Jack Rowe

Personal information
- Nationality: British (English)
- Born: 30 January 1996 (age 30) Norwich, England

Sport
- Sport: Athletics
- Event: long distance

Achievements and titles
- Personal best(s): 1500m: 3:38.57 (Chorzow, 2024) Mile: 3:58.76 (London 2021) 3000m: 7:38.35 (Boston 2024) 5000m: 13:04.74 (Boston, 2024) 10000m: 27:54.55 (Capistrano, 2024) Half marathon: 1:01:08 (London, 2023) Marathon: 2:07:47 (London, 2026)

= Jack Rowe (runner) =

British long-distance runner (born 1996)

Jack Rowe (born 30 January 1996) is a British long-distance runner. He has competed at multiple major championships for Great Britain both on the track and on the road.

== Biography ==
Born in Norwich, Rowe attended St Mary's University, Twickenham and the University of San Francisco.

In 2020 he won silver in the 5000m at the British Championships. In December 2021 he finished eighteenth at the European Cross Country Championship that took place in Fingal, Dublin.

He was selected for the Great Britain squad to compete in the 3000m, for the 2021 and 2023 European Indoor Athletics Championships, held at the Arena Toruń in Poland, and the Ataköy Athletics Arena in Istanbul respectively. In both 2021 and 2023 Rowe qualified for the final in the 3000m race.

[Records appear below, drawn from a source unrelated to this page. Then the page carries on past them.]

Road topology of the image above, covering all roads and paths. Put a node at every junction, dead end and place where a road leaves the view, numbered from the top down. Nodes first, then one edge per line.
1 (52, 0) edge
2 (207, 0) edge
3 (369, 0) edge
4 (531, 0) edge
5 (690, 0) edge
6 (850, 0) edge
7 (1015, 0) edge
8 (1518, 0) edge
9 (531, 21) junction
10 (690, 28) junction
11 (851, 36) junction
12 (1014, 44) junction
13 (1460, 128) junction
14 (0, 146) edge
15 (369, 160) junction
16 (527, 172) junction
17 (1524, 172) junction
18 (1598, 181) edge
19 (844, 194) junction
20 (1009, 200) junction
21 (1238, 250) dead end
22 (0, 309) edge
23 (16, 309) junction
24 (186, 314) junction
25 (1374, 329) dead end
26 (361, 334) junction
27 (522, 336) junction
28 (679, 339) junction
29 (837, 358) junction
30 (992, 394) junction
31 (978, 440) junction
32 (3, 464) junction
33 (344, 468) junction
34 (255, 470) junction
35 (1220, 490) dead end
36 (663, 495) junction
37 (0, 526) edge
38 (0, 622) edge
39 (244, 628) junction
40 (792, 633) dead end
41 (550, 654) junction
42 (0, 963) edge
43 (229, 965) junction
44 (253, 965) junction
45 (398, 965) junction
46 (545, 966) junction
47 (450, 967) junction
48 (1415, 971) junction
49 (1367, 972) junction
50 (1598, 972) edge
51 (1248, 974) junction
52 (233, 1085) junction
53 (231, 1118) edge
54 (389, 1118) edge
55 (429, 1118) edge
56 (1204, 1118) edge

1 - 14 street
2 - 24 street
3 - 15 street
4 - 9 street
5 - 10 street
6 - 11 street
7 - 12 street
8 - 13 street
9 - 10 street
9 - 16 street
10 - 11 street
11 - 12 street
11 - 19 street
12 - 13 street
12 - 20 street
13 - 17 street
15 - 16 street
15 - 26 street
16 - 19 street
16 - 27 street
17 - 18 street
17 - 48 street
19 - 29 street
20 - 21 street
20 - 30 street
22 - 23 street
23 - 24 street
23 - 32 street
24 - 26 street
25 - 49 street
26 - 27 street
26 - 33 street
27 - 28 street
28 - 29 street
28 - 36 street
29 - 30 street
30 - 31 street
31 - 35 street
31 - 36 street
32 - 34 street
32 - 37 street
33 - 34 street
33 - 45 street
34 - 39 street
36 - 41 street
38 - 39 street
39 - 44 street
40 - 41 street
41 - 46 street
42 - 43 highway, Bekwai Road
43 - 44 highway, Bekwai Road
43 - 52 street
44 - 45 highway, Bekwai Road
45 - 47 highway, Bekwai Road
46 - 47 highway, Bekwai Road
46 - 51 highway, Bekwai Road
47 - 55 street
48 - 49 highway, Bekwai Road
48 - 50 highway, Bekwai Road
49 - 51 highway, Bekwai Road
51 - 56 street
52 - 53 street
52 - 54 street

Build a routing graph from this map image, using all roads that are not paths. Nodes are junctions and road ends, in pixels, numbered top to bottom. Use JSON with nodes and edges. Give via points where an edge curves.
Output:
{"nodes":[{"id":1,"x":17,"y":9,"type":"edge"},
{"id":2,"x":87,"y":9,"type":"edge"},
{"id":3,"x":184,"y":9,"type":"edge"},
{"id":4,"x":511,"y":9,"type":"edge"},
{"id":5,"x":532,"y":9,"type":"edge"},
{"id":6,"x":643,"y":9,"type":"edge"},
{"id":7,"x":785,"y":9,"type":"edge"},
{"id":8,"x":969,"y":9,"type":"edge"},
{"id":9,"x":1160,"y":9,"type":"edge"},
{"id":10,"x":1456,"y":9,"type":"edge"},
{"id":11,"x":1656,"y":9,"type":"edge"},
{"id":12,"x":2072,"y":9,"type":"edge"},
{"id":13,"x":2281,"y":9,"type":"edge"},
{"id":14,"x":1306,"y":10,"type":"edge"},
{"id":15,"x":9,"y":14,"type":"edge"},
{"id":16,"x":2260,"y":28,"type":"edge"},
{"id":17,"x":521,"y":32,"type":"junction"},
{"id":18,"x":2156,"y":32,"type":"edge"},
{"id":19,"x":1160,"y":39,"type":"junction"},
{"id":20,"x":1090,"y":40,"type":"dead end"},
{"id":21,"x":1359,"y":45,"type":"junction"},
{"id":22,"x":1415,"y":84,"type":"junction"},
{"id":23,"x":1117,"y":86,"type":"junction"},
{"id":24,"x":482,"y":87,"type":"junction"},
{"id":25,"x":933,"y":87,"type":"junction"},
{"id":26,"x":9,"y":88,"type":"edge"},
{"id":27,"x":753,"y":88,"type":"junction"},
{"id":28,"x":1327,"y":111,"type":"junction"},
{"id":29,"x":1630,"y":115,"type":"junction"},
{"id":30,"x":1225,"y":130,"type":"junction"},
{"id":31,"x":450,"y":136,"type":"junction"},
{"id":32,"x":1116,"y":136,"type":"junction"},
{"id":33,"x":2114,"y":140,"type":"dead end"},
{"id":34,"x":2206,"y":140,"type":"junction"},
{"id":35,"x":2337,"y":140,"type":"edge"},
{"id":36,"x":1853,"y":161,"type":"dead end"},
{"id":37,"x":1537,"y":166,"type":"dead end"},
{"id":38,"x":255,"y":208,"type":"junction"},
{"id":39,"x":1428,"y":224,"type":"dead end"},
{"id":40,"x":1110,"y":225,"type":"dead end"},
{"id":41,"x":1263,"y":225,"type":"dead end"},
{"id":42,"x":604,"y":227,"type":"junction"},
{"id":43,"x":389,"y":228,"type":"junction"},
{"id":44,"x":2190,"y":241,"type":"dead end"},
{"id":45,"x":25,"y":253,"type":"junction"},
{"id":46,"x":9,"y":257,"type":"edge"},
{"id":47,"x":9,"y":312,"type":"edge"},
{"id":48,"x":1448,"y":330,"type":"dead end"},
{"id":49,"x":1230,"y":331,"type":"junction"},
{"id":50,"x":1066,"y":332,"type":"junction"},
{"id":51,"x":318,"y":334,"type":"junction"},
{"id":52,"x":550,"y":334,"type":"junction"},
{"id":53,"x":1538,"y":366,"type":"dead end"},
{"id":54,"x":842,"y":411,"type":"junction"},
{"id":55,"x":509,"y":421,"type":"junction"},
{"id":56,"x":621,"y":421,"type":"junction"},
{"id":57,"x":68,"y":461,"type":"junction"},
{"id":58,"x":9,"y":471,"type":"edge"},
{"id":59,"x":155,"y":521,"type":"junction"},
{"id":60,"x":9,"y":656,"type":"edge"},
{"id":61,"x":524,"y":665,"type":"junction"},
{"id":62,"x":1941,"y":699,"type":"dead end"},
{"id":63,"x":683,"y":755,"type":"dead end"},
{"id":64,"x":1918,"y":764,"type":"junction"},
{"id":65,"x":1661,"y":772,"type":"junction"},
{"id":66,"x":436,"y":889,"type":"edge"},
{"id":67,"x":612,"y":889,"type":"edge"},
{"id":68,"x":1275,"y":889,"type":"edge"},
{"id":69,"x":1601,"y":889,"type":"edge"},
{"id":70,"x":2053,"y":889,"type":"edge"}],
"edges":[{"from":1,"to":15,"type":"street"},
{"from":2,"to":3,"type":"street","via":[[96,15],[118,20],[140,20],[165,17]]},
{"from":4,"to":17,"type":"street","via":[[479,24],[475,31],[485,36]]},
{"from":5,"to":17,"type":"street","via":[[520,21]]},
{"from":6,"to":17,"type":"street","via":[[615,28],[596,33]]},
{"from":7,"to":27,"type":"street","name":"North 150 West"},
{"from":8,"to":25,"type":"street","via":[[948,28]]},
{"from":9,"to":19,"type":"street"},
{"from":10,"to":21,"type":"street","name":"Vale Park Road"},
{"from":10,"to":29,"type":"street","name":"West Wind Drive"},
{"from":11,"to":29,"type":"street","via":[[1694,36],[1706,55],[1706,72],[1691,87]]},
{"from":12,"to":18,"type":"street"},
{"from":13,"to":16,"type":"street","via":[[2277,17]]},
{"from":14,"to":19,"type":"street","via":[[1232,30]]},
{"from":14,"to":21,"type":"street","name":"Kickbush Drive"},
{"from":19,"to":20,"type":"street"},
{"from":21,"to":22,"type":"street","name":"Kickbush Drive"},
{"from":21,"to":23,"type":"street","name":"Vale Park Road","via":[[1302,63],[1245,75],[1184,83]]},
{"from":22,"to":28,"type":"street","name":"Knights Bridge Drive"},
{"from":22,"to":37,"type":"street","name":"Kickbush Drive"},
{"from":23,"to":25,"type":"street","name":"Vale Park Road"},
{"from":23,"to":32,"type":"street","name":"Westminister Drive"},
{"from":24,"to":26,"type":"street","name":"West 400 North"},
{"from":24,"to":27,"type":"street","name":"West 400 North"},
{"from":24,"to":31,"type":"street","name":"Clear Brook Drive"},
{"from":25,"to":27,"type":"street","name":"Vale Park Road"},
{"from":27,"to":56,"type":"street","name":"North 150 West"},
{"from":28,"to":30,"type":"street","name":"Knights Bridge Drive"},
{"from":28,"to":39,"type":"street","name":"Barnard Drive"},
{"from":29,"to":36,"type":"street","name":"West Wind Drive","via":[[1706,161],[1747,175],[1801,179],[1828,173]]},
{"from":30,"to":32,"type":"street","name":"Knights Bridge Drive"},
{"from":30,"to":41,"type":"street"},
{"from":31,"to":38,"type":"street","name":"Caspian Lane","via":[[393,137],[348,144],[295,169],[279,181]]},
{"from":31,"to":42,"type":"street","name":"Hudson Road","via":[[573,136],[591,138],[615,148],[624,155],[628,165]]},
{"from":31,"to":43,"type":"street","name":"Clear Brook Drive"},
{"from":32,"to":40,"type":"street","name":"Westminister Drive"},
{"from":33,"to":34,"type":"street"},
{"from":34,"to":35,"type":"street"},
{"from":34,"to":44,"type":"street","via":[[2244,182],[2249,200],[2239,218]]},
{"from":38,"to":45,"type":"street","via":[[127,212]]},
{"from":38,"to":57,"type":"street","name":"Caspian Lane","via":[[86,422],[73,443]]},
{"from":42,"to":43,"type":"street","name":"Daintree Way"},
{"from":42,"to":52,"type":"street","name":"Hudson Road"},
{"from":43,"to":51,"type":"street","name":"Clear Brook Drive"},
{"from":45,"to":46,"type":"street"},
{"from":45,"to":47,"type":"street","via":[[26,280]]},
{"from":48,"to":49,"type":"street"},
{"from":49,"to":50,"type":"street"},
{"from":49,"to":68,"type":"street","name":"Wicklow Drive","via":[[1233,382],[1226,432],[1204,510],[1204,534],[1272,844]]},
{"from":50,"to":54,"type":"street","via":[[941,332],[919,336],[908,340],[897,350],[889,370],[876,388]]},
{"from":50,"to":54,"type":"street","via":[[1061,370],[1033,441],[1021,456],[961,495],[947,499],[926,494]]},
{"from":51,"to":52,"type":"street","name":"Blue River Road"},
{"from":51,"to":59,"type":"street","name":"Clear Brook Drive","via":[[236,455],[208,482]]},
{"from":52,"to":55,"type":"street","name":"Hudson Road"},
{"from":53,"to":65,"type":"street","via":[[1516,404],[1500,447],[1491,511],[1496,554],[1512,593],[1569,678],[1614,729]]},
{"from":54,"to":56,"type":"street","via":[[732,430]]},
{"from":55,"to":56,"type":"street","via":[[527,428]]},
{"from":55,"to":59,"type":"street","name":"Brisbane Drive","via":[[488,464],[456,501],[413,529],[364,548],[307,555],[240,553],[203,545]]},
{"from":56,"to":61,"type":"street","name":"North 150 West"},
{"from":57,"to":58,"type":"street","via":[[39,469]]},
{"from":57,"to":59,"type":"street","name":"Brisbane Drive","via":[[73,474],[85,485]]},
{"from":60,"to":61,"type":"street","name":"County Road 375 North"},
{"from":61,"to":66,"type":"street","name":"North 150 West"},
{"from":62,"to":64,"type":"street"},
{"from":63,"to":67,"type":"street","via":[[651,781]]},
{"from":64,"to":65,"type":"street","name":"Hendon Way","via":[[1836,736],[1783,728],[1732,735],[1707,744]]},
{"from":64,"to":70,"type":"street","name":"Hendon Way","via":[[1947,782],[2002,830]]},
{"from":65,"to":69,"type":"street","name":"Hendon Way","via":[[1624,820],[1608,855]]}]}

In September 2023, he won The Big Half in London. His time met the qualifying mark for the half-marathon at the inaugural World Road Running Championships, held in October 2023 in Riga. In September 2023, he also won the Vitality London 10,000m in a time of 28:13.

In January 2024, he ran a new 3000m indoors personal best of 7:38.35 in Boston, Massachusetts. In May, he was selected to run the 5000 metres for Britain at the 2024 European Athletics Championships in Rome. Competing at the 2024 British Athletics Championships in Manchester he placed third overall on 30 June 2024. He ran an outdoor personal best of 7:38.70 over 3000m at the 2024 London Athletics Meet. Rowe in 2024 also recorded personal bests in the 1500m, 5000m and 10,000m. He finalised his season with a victories at The Big Half in London and the Vitality London 10,000m.

In March 2025, he ran 1:02:51 to finish eleventh overall at the New York City half marathon, in the United States. In September, he won the Big Half for a third time, equalling the record of Mo Farah, but becoming the first man to win the event three years in a row.

In April 2026, Rowe ran 2:07:47 for an 14th place finish at the 2026 London Marathon.